Zoe doesn’t have a weapon to start with, but she soon finds a magic staff that she uses to clobber unsuspecting skeletons. As you progress through the story, Zoe can unlock a handful of spells that she uses to scale obstacles, fight baddies, and solve puzzles. For example, there’s a green cube she can conjure and push around to weigh down plates or block fire orbs, and a bubble that she can hop on and ride for an extra vertical boost. If she gathers enough blue orbs throughout her journey, she can actually visit the old woman in the library and upgrade her spells. One example is an upgrade for the green cube that gives it spikes facing away from you. This system allows you to customize how you want to play Zoe and what you want your playstyle to focus on. What I really enjoy about Zoe’s spells is that they’re not all offensive. Many of her spells are utility-based and allow you creative liberties to figure out how you want to overcome platforming challenges.
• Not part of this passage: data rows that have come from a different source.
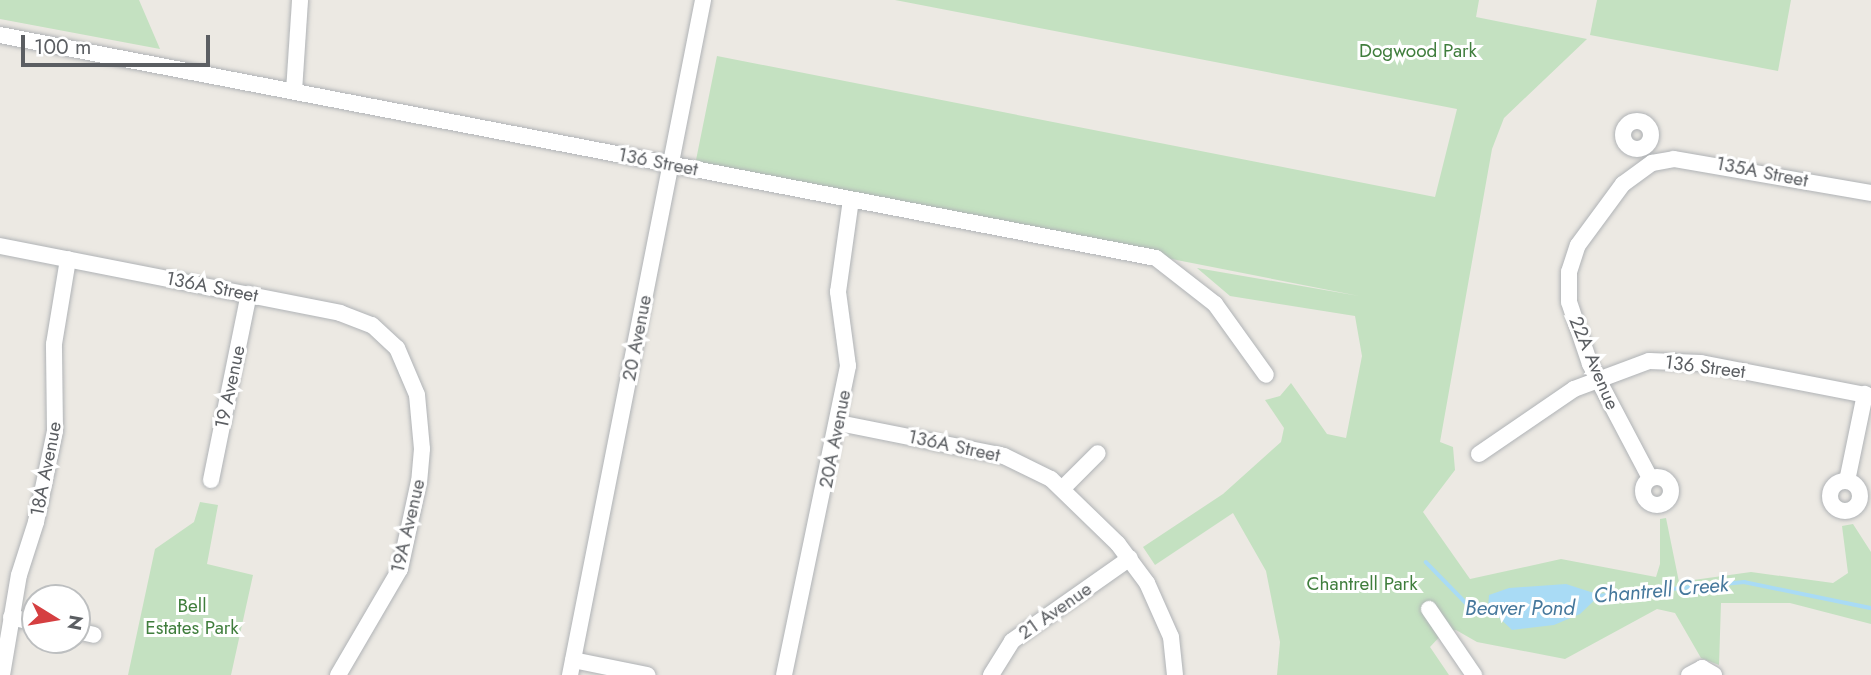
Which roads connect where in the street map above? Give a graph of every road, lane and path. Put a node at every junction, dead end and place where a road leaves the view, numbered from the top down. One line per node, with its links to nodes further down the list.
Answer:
1 (300, 0): 4 (street)
2 (703, 0): 7 (street, 20 Avenue)
3 (0, 35): 4 (street, 136 Street)
4 (294, 92): 7 (street, 136 Street)
5 (1645, 147): 6 (street)
6 (1652, 163): 8 (street, 135A Street); 15 (street, 22A Avenue)
7 (671, 164): 9 (street, 136 Street); 30 (street, 20 Avenue)
8 (1871, 193)
9 (851, 201): 14 (street, 136 Street); 17 (street, 20A Avenue)
10 (0, 246): 11 (street, 136A Street)
11 (68, 259): 12 (street, 136A Street); 26 (street, 18A Avenue)
12 (249, 294): 13 (street, 136A Street); 21 (street, 19 Avenue)
13 (406, 362): 32 (street, 19A Avenue)
14 (1265, 375)
15 (1597, 378): 16 (street, 136 Street); 19 (street, 136 Street); 20 (street, 22A Avenue)
16 (1868, 395): 22 (street)
17 (838, 423): 23 (street, 136A Street); 34 (street, 20A Avenue)
18 (1098, 453): 23 (street)
19 (1479, 454)
20 (1650, 478)
21 (211, 480)
22 (1847, 481)
23 (1063, 488): 24 (street, 136A Street)
24 (1130, 558): 35 (street, 21 Avenue); 36 (street, 136A Street)
25 (1429, 609): 37 (street)
26 (10, 617): 27 (street); 31 (street, 18A Avenue)
27 (21, 619)
28 (91, 634): 29 (street)
29 (94, 635)
30 (572, 668): 33 (street)
31 (2, 675)
32 (338, 675)
33 (647, 675)
34 (785, 675)
35 (991, 675)
36 (1175, 675)
37 (1474, 675)
38 (1689, 675): 39 (street)
39 (1714, 675)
There are also some really creative uses for the props Zoe’s spells create. At one point, I absolutely could not figure out what I was supposed to do to reach a small pressure plate well below ground. I would have to crawl through a narrow passage, but even though I was small I wasn’t that small. I could conjure the block, but I couldn’t push it. It didn’t occur to me until I came back a few times and the knight charged at my block and pushed it forward so that I could use that momentum to push it down the pathway and land on the pressure plate. I wasn’t even aware that monsters could interact with elements like that! I love that even though it wasn’t an obvious puzzle at first, it definitely required you to put your critical thinking hat on to navigate some of the more clever levels.
If you fail platforming challenges in general, death is something you’ll have to come to terms with eventually, and no amount of bubbles will save you when you run out of mana. The game doesn’t autosave, but instead spreads around green braziers that you can touch to manually save your game. You can also touch the green flames and re-save to replenish all three hit points Zoe’s rocking. Luckily, even if you don’t save before you collect an item or overcome an obstacle, the game still seems to remember your progress and doesn’t make you jump through the gauntlet again to pull the levers or complete the puzzles to progress forward. However, when you do perish, there is a small counter at the lower left hand corner of the screen that keeps count of how many times you’ve died. It’s just like a tiny troll face, constantly reminding you of how badly you suck at jumping.
Though I’ve died multiple times, I’ve never felt brutally punished for it. Yeah, it sucks to have to work your way back through a portion of a level, but you’re not losing anything-just time. Plus, it feels so rewarding to finally make it past a difficult floor. Along the way, there’s a pleasant chiptune soundtrack to keep you company created by the incredibly talented RushJet1. RushJet1 has created an insanely fun soundtrack that I feel really captures that nostalgia of older games, but still feels modern and unique enough to get you tapping your foot every time the menu boots up.
I didn’t have the pleasure of playing Alwa’s Legacy’s title before this (Alwa’s Awakening), but I can say with confidence and un-tinted goggles, Alwa’s Legacy is a fantastic game that can be picked up regardless of your experience with the series. It has an exciting, challenging, and rewarding playstyle that’s accentuated by a beautifully crafted and nostalgic world. What more could you ask for? There’s just so much obvious love and care that has been poured into this game from its developers, and it really gives Alwa’s Legacy a glossy polish that is unfortunately missing from a lot of other metroidvania indie titles we see today.
Would I recommend Alwa’s Legacy? Yes, a hundred times over, yes. It is fun from the very beginning to end, and invites you to explore the contents of its world without hand-holding or a curfew to pull you down. If you’d like to try out Alwa’s Legacy for yourself, you can find it on both Steam and the Switch for $17.99.
A huge thank you to Elden Pixels for providing a copy of Alwa’s Legacy for the purpose of this review.